On the junior kindergarten implementation, the Minister promised full funding, and it's still not there. It looks like there is going to be an increase in inclusive schooling funding, which is a good thing, and it looks like the Minister is prepared to consider some increases for Indigenous language and culture programming, but as my colleague said, what really needs to be changed is the formulas to make sure that junior kindergarten students are actually counted in those formulas for those types of school funding. The Minister himself tabled in the House last year a document that shows that, indeed, if the junior kindergarten students are actually included, it would be about $1.8 million extra going to the district education authorities for those school formula. If it is to be fully funded, the Minister needs to come up with that money and the Minister needs to come up with that money and change those formulas on a permanent basis.

I have some concerns about the status of the social work and teacher education programs, and the fact that it doesn't appear that there's going to be an intake of students coming up in the fall of 2018. If there is no student intake for two years, what are the teachers going to be doing? Sitting around waiting? I just can't see Aurora College waiting themselves, having teachers doing nothing. That needs to be sorted out very quickly, and if there are changes that need to be made to those programs, change the programs. You don't cut them.

I am concerned about the outcome of the foundational review. I did speak to the consultants myself. I am worried that the department is going to turn the foundational review into a way to implement the Skills 4 Success work that the department has under way. That's not what the foundational review should point towards, in my humble opinion. It needs to figure out what the position is of Aurora College with regard to post-secondary education in the Northwest Territories. How is Aurora College going to fit into post-secondary education? That's what that foundational review needs to assist us with.

The minimum wage was increased, or will be increased shortly. In my humble opinion, it's not enough. Come the fall, people in Alberta will be paid more for minimum wage than our workers here in the Northwest Territories, and we have to find a way to make sure that our workers are paid fairly. There are other ways to do this, including increasing the basic income exemptions and territorial tax incentives, and so on; looking at the concept of a living wage, as well. I'm going to be encouraging the Minister to consider additional ways to ensure that our citizens are properly recompensed for the work that they have to do.

I do want to point out that there is no increase in arts support in the ECE budget in 2018-2019. We've heard a lot about that in the last while with the review of Bill 1, and there's a petition that's going to be tabled in this House as well on this issue. If we're serious about economic diversification, we have to find more funding to support the arts. Structural changes, I said in the House last week, bring those efforts together under one roof with the Arts Council.

On early childhood and daycare, there is this agreement now with the federal government. I want to find out what's in that agreement, and whether, as my colleague said, it's really going to support affordability of childcare as well. Unfortunately, in our mandate, we've now moved away from universal childcare to something much more vague, and I'm not sure where we're really going with this.

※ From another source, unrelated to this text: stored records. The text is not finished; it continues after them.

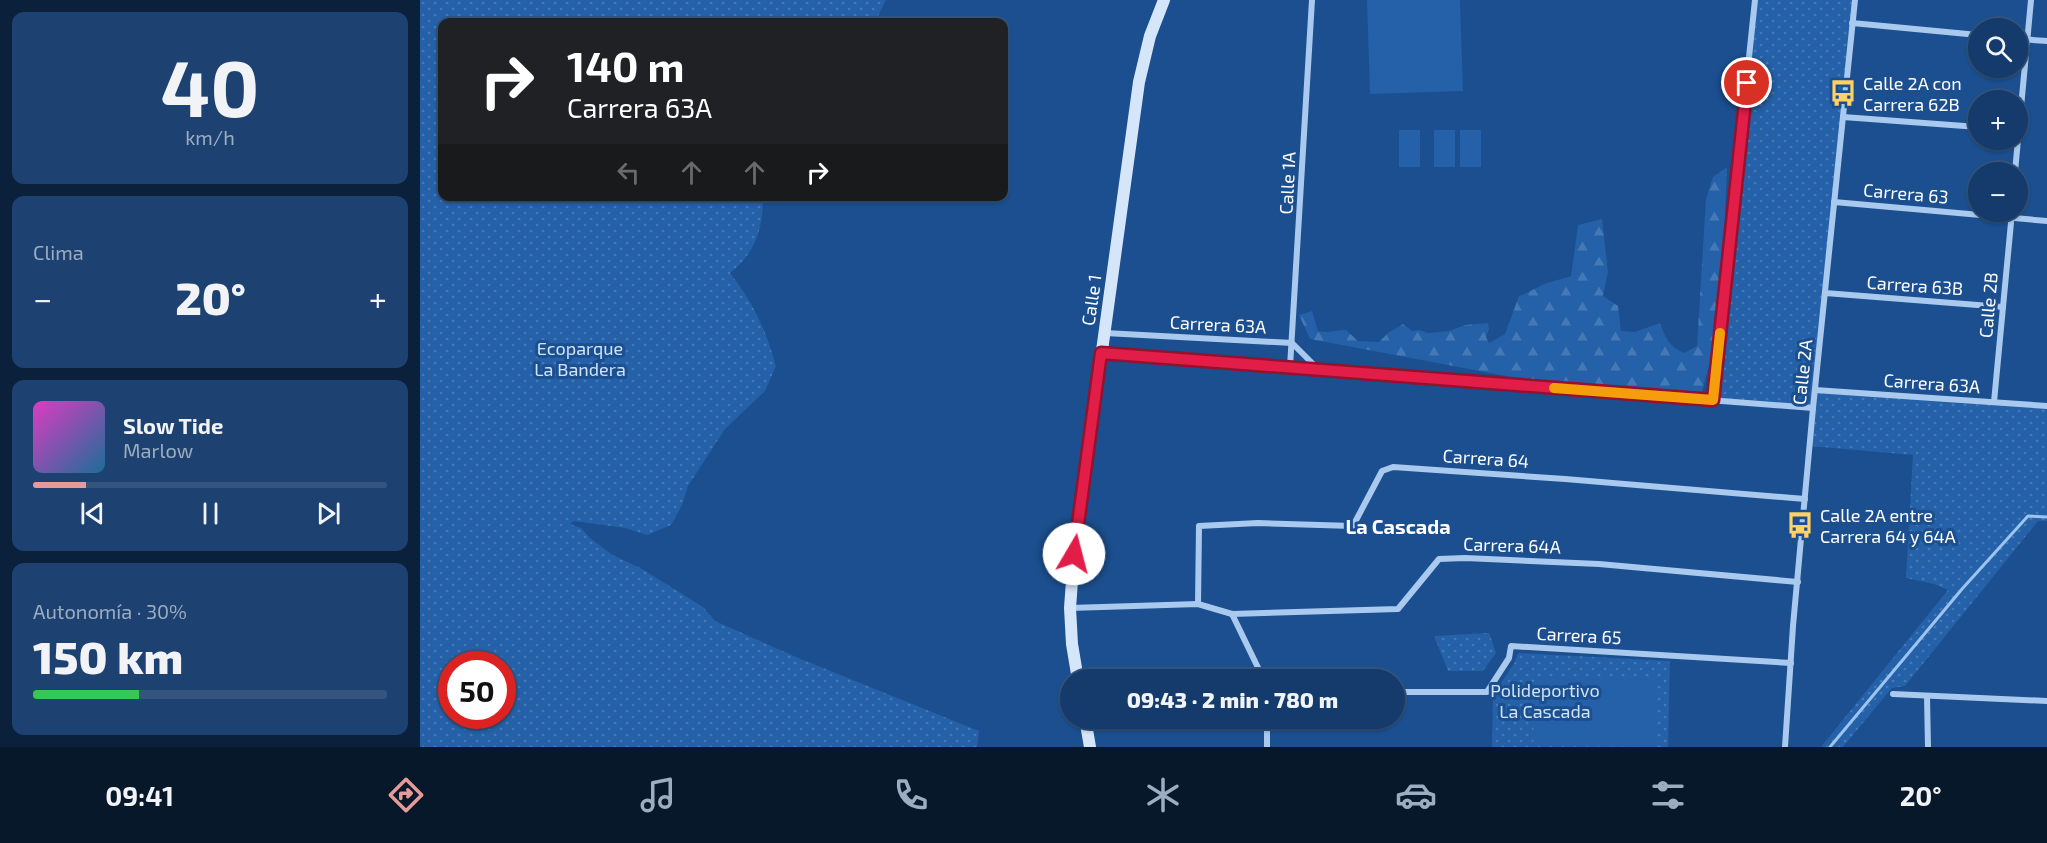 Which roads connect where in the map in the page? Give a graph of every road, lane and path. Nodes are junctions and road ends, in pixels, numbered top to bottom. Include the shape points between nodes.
1 (1164, 0) edge
2 (1312, 0) edge
3 (1755, 0) edge
4 (1855, 0) edge
5 (2031, 0) edge
6 (1852, 23) junction
7 (2028, 30) edge
8 (1968, 34) edge
9 (2028, 40) edge
10 (2047, 41) edge
11 (1843, 117) junction
12 (1968, 126) edge
13 (1834, 201) junction
14 (1968, 212) edge
15 (2028, 218) edge
16 (2047, 221) edge
17 (2010, 222) edge
18 (1825, 293) junction
19 (2003, 307) junction
20 (1105, 333) junction
21 (1292, 344) junction
22 (1101, 353) junction
23 (1290, 368) junction
24 (1319, 370) junction
25 (1815, 390) junction
26 (1713, 400) junction
27 (1994, 402) junction
28 (2047, 406) edge
29 (1813, 408) junction
30 (1805, 500) junction
31 (1798, 582) junction
32 (1198, 604) junction
33 (1070, 608) junction
34 (1232, 614) junction
35 (1791, 663) junction
36 (1076, 669) edge
37 (1259, 669) edge
38 (1405, 692) edge
39 (1893, 694) dead end
40 (1927, 696) junction
41 (2047, 701) edge
42 (1087, 729) edge
43 (1267, 729) edge
44 (1090, 747) edge
45 (1267, 747) edge
46 (1785, 747) edge
47 (1928, 747) edge

1 - 20 main road, Calle 1 via 1139,82
2 - 21 street, Calle 1A
3 - 26 street
4 - 6 street, Calle 2A
5 - 7 street
6 - 8 street
6 - 11 street, Calle 2A
9 - 10 street
11 - 12 street
11 - 13 street, Calle 2A
13 - 14 street, Carrera 63
13 - 18 street, Calle 2A
15 - 16 street, Carrera 63
17 - 19 street, Calle 2B
18 - 19 street, Carrera 63B
18 - 25 street, Calle 2A
19 - 27 street, Calle 2B
20 - 21 street, Carrera 63A
20 - 22 main road, Calle 1
21 - 23 street, Calle 1A
21 - 24 street
22 - 23 street, Carrera 63A
22 - 33 main road, Calle 1
23 - 24 street, Carrera 63A
24 - 26 street, Carrera 63A
25 - 27 street, Carrera 63A
25 - 29 street, Calle 2A
26 - 29 street, Carrera 63A
27 - 28 street, Carrera 63A
29 - 30 street, Calle 2A
30 - 31 street, Calle 2A
30 - 32 street, Carrera 64 via 1393,467 1382,471 1353,526 1199,526
31 - 34 street, Carrera 64A via 1599,564 1439,559 1398,609
31 - 35 street, Calle 2A
32 - 33 street, Carrera 64A
32 - 34 street, Carrera 64A
33 - 36 main road, Calle 1
34 - 37 street
35 - 38 street, Carrera 65 via 1511,646 1509,658 1487,692
35 - 46 street, Calle 2A
39 - 40 street
40 - 41 street
40 - 47 street
42 - 44 main road
43 - 45 street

The last thing, on a positive note, I want to say to the Minister and his staff that I've had very good reports about the staff working collaboratively with Ecole Alain St-Cyr on the expansion of the school. I know that's not really an O and M measure, but I do want to end on a positive note and say that I've heard very good things about the work that's going forward on the school expansion. Thank you very much, Mr. Chair.

Consideration in Committee of the Whole of Bills and Other Matters
Consideration in Committee of the Whole of Bills and Other Matters

The Chair R.J. Simpson

Thank you, Mr. O'Reilly. Next, Mr. Vanthuyne.

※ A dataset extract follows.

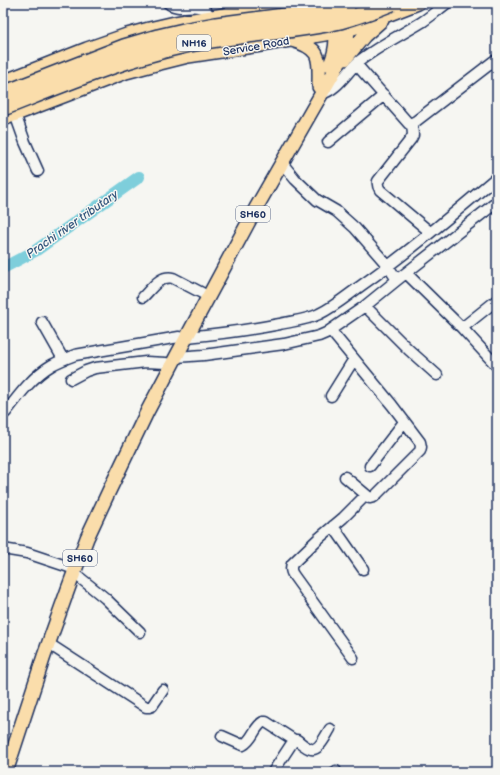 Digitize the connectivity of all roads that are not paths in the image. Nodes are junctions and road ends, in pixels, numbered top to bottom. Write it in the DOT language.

Consideration in Committee of the Whole of Bills and Other Matters
Consideration in Committee of the Whole of Bills and Other Matters

Cory Vanthuyne Yellowknife North

Thank you, Mr. Chairman, and to the Minister and your colleagues from the department. One thing I want to make sure that we are continuing to remain focused on, especially as it relates to the bigger picture, is that our entire education system from early childhood education on through to post-secondary and, of course, onto adult education and lifelong learning is that we are developing a system that works toward aligning our education system with those things which we value as a society. I feel that that kind of has gaps in it. I think we are making genuine attempts when I see programs like Skills 4 Success and what have you, but I just feel that there are some rather large gaps. In particular, it's in the middle grades. I feel we're doing good things in early childhood. We've made a lot of improvements relating to junior kindergarten. A number of the programs I'll allude to in a moment are looking positive and successful, but somewhere in that middle ground, in around the grades of 8 and onward, we seem to be kind of almost losing a bit of grasp on our students. By the time they reach graduation, they're not fully aware or understanding of what it is that they want to do. I think that that has a lot to do with us failing to identify as a society what it is that we value so that we're unfortunately sending students out to education, or even into the work force, not fully able to contribute to society. A lot of times, students are just going to university or college or what have you to just kind of put in time. Often, after one semester, they're failing. A lot of it simply has to do with the fact that they don't have that sense of direction on what it is that they want to do with life. Those are the gaps that I am talking about that we have to find ways in which to fill and start shaping and moulding our kids at those middle grades.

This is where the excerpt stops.